**INFORMATION**
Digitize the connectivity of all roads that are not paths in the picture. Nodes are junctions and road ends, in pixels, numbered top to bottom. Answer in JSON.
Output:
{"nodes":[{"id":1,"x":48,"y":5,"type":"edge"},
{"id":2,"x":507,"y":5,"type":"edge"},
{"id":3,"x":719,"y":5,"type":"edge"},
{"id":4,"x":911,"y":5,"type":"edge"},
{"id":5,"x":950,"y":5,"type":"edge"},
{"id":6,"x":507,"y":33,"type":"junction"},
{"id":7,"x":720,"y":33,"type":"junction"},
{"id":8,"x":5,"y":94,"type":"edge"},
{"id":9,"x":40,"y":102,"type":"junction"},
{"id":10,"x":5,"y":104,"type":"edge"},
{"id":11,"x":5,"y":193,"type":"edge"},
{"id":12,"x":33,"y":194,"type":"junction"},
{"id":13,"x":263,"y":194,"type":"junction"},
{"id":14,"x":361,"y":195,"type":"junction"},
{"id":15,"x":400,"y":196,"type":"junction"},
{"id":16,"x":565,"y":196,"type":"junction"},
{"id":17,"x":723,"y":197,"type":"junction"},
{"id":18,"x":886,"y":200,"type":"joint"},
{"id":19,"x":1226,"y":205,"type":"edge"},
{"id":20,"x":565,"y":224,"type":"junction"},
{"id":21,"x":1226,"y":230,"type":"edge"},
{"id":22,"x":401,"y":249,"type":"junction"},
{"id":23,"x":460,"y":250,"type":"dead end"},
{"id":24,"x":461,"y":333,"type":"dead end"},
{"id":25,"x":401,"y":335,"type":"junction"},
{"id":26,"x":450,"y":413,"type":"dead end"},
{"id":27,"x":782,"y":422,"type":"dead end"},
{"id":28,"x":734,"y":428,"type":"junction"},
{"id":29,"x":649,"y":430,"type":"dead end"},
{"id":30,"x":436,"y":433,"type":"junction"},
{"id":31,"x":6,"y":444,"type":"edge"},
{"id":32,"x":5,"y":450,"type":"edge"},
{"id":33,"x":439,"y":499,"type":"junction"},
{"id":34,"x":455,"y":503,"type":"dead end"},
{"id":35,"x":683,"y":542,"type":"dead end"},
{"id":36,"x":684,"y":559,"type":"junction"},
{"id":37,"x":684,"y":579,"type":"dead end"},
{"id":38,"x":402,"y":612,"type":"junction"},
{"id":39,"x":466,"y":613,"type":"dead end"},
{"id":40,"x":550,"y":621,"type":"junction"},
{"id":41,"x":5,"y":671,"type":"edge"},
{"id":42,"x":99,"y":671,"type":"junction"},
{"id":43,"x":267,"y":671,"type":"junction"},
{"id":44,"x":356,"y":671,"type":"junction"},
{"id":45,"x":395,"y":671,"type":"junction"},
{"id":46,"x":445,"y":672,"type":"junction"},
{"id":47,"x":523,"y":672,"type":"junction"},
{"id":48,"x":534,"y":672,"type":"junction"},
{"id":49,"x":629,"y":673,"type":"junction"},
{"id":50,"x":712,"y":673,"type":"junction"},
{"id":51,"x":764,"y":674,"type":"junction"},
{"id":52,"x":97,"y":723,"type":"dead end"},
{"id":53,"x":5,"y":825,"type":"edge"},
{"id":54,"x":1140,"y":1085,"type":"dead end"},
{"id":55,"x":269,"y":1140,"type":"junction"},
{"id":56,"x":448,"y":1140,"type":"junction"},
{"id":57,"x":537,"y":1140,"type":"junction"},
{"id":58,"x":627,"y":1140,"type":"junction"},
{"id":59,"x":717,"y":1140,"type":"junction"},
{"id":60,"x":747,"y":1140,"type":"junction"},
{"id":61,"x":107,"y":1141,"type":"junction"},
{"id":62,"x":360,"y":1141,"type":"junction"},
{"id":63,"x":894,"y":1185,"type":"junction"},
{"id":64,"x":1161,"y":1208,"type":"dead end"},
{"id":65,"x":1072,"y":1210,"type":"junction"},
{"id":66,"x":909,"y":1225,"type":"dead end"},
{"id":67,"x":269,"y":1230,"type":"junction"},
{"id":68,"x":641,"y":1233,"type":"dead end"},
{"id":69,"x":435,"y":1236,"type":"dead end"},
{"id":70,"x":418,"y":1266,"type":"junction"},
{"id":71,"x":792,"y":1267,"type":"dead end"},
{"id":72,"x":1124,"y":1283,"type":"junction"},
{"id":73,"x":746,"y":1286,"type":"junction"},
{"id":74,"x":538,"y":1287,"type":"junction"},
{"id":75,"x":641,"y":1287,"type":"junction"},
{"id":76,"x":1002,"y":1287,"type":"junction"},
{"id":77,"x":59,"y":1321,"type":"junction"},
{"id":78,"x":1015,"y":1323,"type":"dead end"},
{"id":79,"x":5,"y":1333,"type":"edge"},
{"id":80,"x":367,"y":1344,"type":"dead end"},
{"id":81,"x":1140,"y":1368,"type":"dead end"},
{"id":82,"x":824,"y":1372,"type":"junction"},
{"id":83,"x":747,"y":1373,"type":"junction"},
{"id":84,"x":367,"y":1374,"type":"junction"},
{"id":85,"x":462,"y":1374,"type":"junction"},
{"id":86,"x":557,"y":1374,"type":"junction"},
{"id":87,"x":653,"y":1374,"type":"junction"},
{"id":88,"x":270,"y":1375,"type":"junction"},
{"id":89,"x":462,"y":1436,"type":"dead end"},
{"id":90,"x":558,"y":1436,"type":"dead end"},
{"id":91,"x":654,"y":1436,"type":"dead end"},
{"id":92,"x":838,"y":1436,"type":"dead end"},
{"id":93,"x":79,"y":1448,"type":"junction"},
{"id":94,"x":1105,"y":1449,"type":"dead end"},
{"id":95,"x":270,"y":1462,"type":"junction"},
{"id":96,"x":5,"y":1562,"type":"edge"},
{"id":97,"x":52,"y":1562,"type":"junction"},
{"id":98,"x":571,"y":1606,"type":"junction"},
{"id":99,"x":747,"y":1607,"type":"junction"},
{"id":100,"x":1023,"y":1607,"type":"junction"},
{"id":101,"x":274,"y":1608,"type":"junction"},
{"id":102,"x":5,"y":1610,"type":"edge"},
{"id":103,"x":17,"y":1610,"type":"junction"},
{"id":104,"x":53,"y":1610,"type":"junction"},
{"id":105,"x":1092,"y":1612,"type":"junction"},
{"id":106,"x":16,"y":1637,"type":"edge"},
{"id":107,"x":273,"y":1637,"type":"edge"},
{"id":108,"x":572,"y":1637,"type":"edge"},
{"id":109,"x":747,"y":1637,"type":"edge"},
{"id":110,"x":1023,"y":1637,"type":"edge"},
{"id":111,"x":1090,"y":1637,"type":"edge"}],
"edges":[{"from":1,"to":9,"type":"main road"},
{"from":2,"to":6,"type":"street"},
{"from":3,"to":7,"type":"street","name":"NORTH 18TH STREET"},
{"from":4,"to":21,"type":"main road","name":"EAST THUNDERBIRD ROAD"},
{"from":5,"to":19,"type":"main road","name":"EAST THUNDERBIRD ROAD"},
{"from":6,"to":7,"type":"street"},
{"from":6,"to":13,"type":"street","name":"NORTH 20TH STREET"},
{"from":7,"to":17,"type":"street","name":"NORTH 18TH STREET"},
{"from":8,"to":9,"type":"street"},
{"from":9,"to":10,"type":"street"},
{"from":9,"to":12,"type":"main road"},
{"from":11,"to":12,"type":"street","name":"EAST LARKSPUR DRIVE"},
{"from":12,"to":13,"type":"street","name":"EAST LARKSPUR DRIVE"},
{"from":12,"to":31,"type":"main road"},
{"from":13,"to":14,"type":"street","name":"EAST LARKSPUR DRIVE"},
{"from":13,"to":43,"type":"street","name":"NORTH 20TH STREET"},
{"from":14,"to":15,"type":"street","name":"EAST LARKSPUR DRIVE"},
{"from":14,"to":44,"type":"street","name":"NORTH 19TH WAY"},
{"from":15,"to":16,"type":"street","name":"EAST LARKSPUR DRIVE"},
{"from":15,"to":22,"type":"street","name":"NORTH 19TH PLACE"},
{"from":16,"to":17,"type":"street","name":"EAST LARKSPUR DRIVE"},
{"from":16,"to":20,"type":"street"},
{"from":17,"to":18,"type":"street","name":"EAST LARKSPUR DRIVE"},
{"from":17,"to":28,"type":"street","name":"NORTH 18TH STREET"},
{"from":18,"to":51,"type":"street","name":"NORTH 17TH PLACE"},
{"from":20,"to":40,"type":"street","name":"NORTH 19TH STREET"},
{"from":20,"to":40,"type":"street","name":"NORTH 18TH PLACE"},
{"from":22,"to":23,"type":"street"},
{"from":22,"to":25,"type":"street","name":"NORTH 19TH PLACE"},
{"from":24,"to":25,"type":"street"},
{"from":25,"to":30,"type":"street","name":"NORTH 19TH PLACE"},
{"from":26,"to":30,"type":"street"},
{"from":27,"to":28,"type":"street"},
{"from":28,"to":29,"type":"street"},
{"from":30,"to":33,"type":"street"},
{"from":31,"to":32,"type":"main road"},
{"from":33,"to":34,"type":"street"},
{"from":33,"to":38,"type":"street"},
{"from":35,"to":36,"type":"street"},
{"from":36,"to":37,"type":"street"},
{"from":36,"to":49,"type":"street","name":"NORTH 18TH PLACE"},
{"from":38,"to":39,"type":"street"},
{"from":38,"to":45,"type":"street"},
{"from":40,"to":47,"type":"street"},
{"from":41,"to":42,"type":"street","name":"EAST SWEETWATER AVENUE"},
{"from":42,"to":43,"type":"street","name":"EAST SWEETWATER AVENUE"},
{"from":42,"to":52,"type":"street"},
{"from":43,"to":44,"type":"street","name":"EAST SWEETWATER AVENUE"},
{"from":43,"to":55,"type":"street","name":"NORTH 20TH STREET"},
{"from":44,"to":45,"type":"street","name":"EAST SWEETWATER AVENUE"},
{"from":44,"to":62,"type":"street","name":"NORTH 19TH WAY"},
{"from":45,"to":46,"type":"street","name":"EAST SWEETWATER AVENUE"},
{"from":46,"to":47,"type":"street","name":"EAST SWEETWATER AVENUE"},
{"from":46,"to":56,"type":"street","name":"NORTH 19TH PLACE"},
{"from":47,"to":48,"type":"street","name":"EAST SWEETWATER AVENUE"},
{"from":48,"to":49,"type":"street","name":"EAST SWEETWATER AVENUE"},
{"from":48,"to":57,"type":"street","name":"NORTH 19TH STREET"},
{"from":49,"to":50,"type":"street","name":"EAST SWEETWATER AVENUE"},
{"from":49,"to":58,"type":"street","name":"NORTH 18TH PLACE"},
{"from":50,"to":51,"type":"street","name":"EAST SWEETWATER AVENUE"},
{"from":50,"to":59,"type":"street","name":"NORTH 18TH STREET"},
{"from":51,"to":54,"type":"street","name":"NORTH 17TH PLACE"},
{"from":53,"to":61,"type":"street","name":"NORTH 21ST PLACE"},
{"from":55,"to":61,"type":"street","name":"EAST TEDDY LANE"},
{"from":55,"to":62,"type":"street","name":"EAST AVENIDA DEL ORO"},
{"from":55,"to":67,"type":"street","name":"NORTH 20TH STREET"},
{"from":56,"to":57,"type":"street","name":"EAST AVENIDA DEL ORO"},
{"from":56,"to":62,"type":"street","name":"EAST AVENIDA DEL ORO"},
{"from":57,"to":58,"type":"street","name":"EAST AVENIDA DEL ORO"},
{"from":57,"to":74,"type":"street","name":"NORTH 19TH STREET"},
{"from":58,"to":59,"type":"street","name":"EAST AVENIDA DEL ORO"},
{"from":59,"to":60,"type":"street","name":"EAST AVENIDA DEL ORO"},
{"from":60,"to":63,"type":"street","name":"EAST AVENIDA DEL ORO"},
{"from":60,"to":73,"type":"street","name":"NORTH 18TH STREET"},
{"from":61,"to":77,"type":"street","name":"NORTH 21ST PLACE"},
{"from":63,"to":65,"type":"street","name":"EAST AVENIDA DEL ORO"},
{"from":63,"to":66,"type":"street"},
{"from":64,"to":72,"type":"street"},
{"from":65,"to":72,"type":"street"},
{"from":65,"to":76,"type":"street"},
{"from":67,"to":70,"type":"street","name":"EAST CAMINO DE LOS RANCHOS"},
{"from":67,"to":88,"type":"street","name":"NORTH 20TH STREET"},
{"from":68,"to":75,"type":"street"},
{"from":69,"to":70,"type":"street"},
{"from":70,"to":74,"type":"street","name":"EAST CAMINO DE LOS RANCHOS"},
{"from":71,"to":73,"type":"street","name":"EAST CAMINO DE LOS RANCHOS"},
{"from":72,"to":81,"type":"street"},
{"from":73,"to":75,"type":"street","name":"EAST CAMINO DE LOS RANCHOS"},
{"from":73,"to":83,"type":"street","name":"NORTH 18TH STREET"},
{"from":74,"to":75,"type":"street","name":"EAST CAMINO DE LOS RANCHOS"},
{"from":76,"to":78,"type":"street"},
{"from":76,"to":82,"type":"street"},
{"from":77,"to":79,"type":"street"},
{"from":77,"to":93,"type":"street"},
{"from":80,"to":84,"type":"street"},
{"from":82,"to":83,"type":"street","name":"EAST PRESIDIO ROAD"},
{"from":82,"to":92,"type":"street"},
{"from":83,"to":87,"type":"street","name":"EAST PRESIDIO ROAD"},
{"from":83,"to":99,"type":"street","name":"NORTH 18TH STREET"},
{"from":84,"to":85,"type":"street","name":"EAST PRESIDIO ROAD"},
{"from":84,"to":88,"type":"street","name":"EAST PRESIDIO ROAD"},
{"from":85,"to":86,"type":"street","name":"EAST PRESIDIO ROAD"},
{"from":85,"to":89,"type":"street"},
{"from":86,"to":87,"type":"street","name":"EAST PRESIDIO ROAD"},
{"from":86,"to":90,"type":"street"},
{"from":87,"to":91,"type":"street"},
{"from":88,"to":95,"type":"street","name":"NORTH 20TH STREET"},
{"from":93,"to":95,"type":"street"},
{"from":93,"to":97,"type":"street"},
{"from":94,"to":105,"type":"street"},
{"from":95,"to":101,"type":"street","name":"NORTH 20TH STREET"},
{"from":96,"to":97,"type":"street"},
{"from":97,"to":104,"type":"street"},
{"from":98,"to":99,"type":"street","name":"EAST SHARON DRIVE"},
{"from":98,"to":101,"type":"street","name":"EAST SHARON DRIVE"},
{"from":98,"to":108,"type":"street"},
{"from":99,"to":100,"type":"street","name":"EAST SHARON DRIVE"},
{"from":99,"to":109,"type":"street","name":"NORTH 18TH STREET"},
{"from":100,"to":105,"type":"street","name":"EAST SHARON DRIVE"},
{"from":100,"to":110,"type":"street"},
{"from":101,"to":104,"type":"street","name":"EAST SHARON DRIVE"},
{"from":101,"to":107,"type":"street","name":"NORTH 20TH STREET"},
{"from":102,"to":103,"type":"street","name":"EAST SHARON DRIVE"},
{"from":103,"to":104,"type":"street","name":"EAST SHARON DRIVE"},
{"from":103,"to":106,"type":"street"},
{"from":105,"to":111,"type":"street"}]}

**EXERCISE REQUIREMENTS**
Take the entries above and copy out all lines with the string "THUNDERBIRD".

**EXERCISE ANSWER**
{"from":4,"to":21,"type":"main road","name":"EAST THUNDERBIRD ROAD"},
{"from":5,"to":19,"type":"main road","name":"EAST THUNDERBIRD ROAD"},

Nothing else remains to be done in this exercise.